| Stored data entries |
———
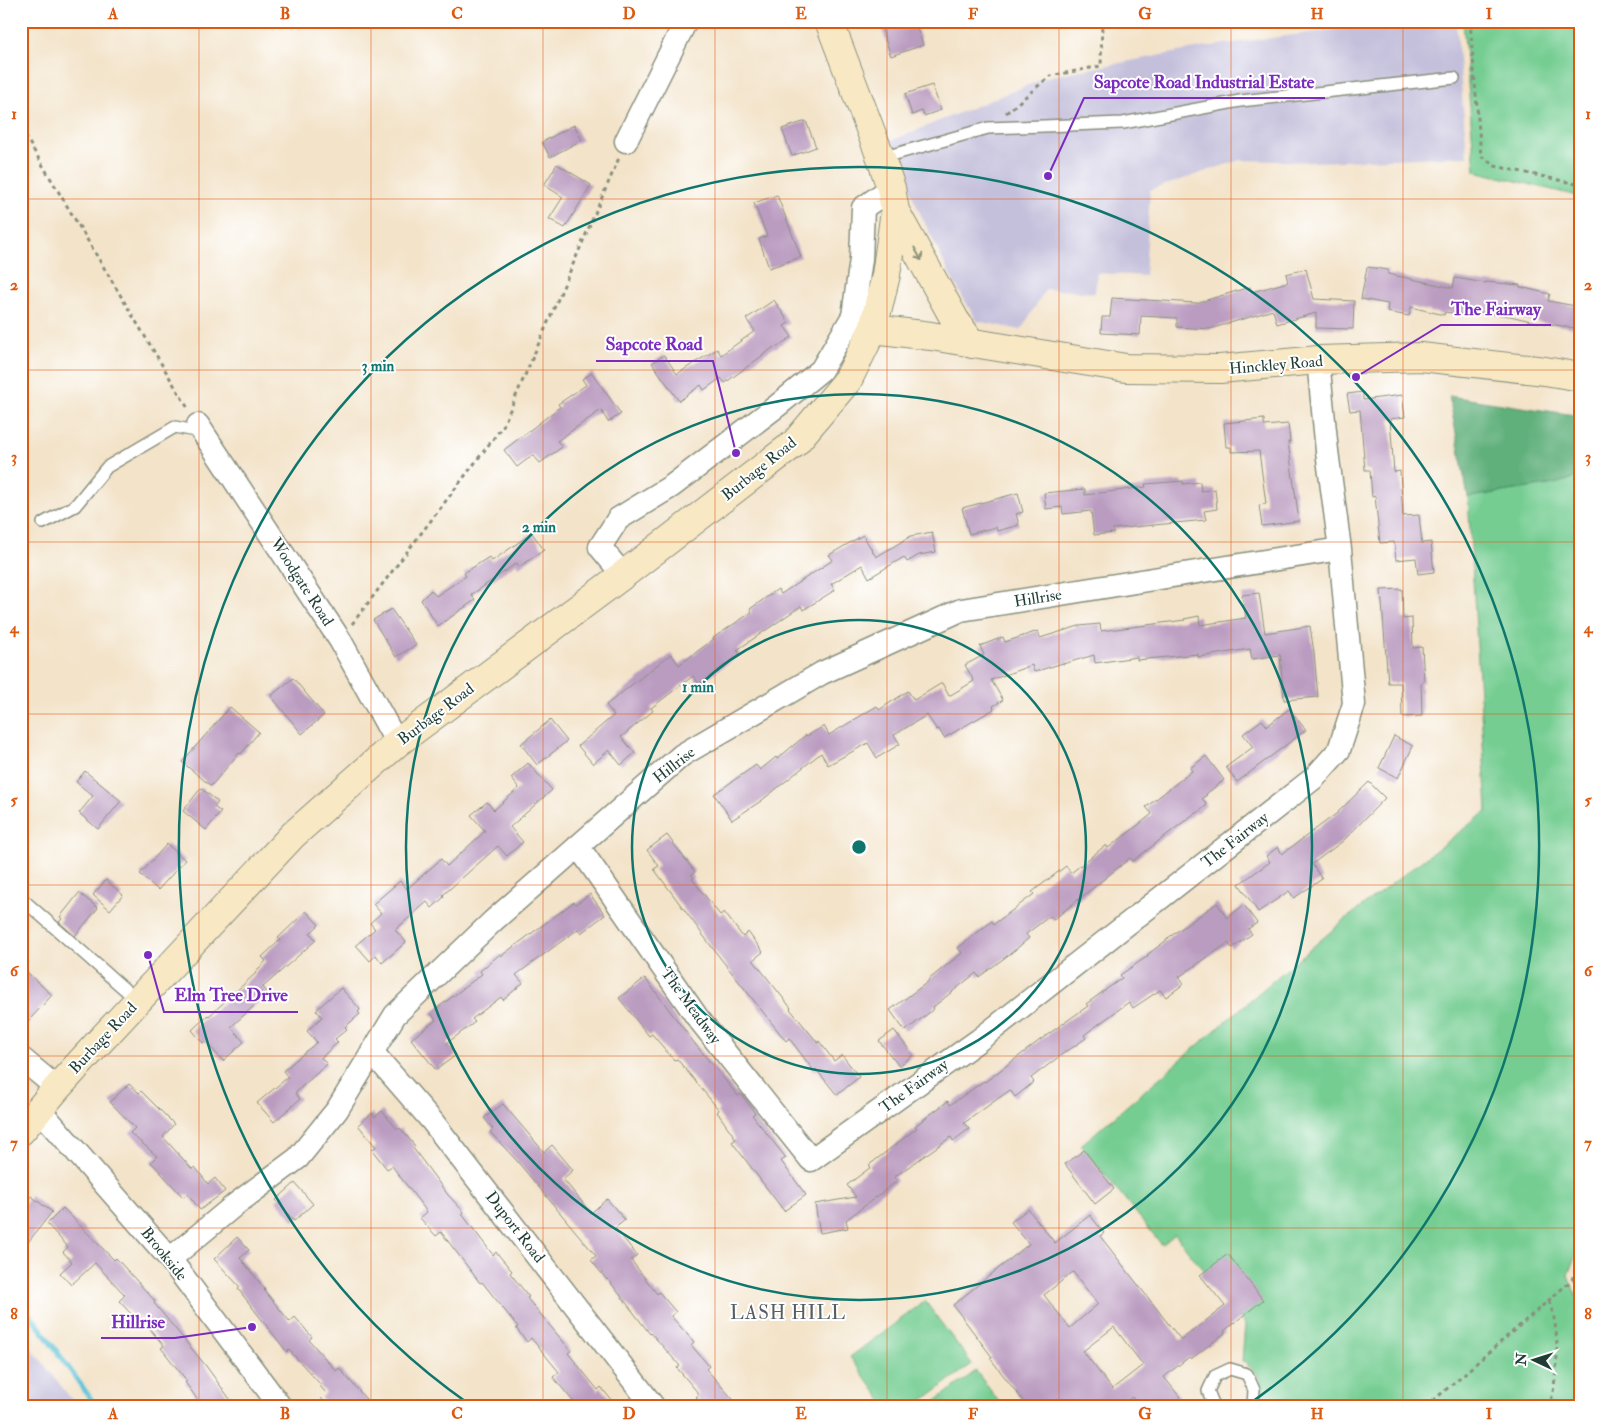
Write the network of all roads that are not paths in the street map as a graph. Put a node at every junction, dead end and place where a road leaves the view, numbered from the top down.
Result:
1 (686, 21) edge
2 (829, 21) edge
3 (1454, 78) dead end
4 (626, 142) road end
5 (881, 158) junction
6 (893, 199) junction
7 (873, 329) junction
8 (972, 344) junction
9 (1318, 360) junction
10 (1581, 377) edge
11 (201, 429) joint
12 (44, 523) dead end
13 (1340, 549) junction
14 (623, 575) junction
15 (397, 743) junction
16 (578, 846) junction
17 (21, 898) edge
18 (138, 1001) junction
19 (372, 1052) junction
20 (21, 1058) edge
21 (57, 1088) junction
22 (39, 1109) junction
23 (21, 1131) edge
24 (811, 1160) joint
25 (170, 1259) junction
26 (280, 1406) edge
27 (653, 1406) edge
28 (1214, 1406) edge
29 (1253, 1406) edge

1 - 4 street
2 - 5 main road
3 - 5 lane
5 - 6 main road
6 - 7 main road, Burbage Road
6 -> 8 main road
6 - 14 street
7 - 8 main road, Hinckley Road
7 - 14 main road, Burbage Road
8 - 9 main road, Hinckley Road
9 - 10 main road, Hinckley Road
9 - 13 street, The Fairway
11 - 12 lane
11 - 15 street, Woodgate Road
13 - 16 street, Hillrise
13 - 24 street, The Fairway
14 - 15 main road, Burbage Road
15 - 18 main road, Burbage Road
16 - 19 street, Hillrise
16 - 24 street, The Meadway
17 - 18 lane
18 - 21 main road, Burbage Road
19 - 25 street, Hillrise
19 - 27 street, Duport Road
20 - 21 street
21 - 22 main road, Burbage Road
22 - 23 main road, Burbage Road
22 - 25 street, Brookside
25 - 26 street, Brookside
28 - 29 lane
———
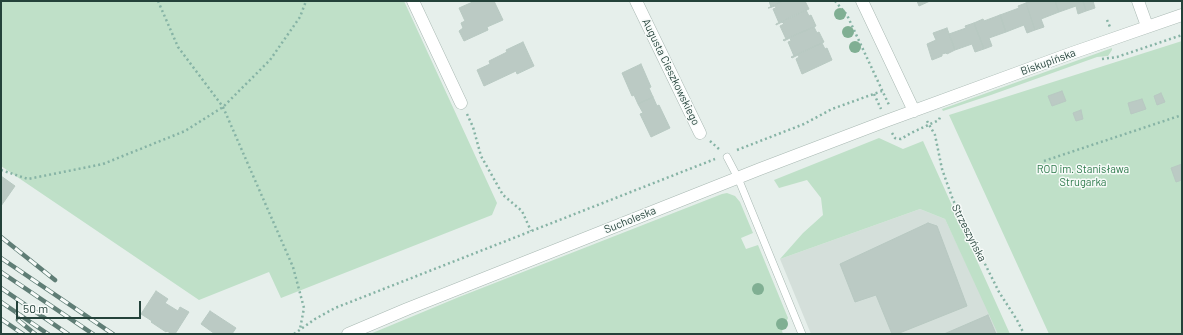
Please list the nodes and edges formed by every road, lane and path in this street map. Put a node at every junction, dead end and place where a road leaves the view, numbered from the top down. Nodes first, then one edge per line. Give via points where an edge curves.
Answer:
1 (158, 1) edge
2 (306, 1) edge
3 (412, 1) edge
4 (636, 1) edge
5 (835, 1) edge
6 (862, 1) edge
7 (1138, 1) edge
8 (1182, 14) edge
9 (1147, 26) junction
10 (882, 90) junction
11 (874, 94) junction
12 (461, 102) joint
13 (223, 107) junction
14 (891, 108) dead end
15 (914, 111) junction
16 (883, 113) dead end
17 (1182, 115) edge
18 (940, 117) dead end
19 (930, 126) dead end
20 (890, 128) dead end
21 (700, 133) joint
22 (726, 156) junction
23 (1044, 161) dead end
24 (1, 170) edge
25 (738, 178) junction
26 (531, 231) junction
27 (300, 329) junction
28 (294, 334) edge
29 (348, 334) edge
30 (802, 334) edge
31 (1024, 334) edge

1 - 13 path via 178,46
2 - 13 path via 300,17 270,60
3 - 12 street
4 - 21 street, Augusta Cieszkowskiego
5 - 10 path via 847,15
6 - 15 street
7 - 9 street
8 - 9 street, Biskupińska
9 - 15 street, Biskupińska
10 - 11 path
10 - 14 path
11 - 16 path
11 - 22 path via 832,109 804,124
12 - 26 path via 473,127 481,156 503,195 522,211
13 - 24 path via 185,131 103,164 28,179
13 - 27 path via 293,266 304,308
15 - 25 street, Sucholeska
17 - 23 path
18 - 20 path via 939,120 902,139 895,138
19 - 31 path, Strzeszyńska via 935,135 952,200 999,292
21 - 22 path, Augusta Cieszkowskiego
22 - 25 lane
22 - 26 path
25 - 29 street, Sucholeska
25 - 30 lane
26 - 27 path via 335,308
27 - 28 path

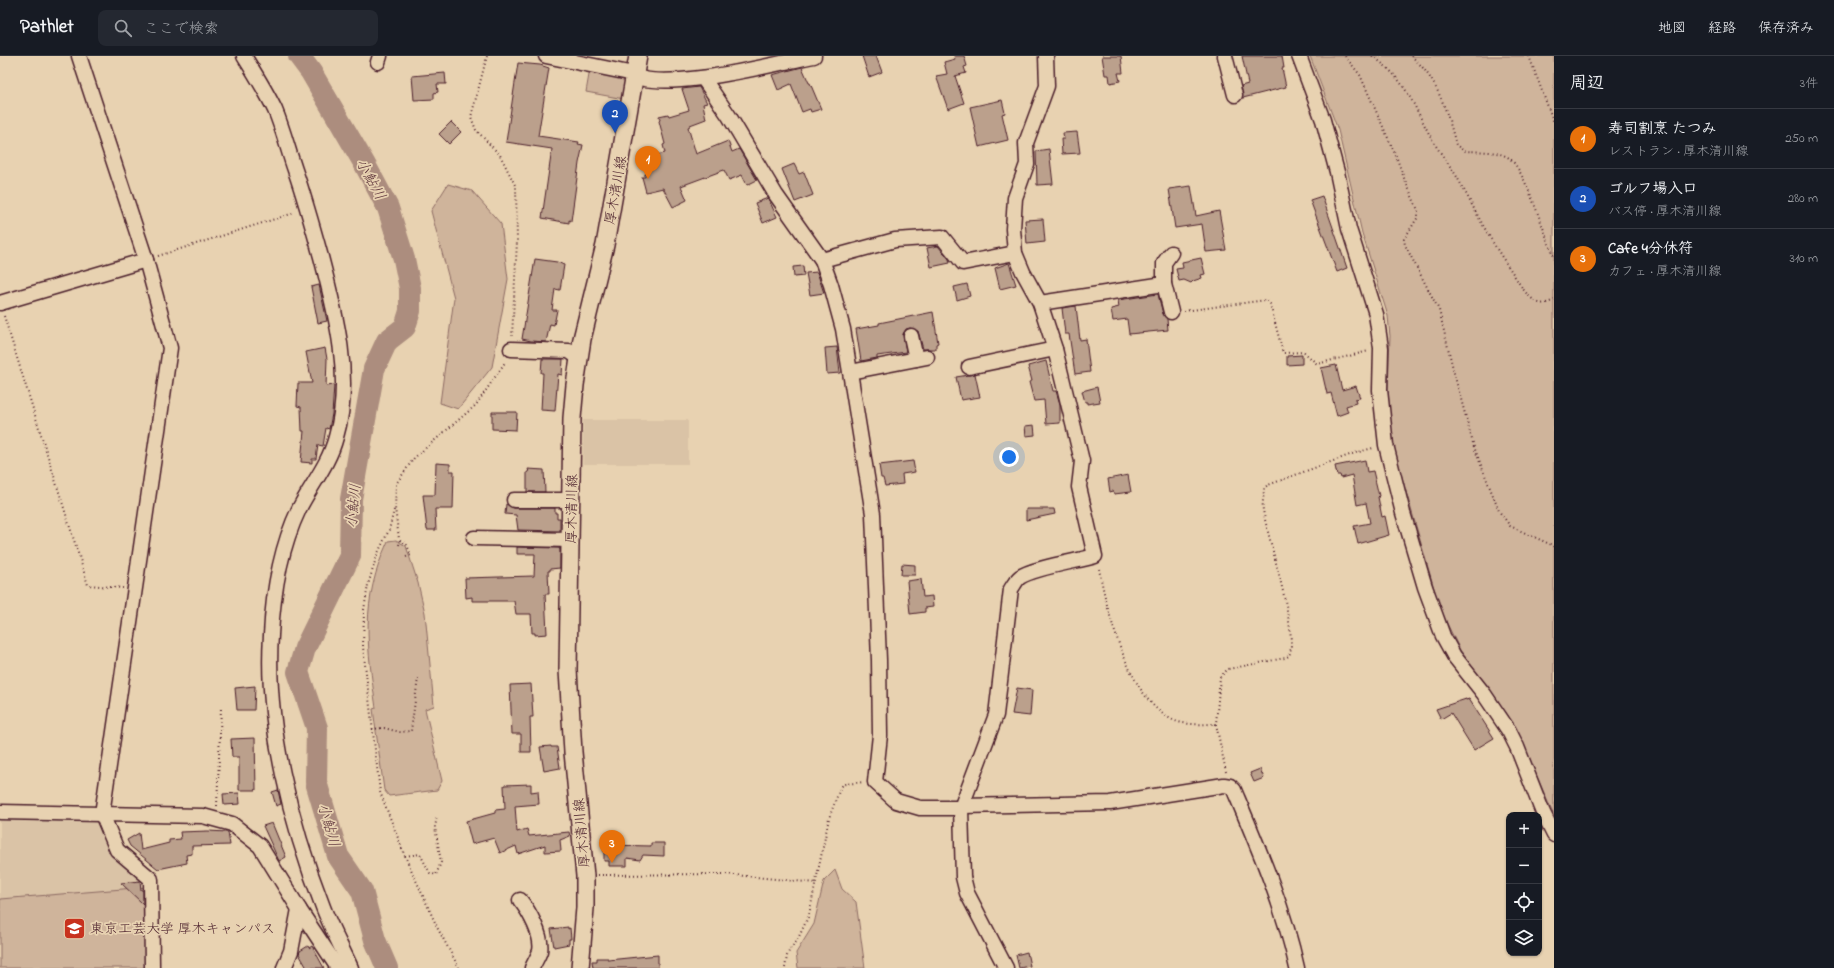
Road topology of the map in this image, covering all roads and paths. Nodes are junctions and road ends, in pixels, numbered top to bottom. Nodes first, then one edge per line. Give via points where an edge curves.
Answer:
———
| PROBLEM DESCRIPTION |
Once you have identified the lines above that contain "curves", copy each of them.

| RESPONSE FOR THIS EXERCISE |
Please list the nodes and edges formed by every road, lane and path in this street map. Put a node at every junction, dead end and place where a road leaves the view, numbered from the top down. Nodes first, then one edge per line. Give via points where an edge curves.
Road topology of the map in this image, covering all roads and paths. Nodes are junctions and road ends, in pixels, numbered top to bottom. Nodes first, then one edge per line. Give via points where an edge curves.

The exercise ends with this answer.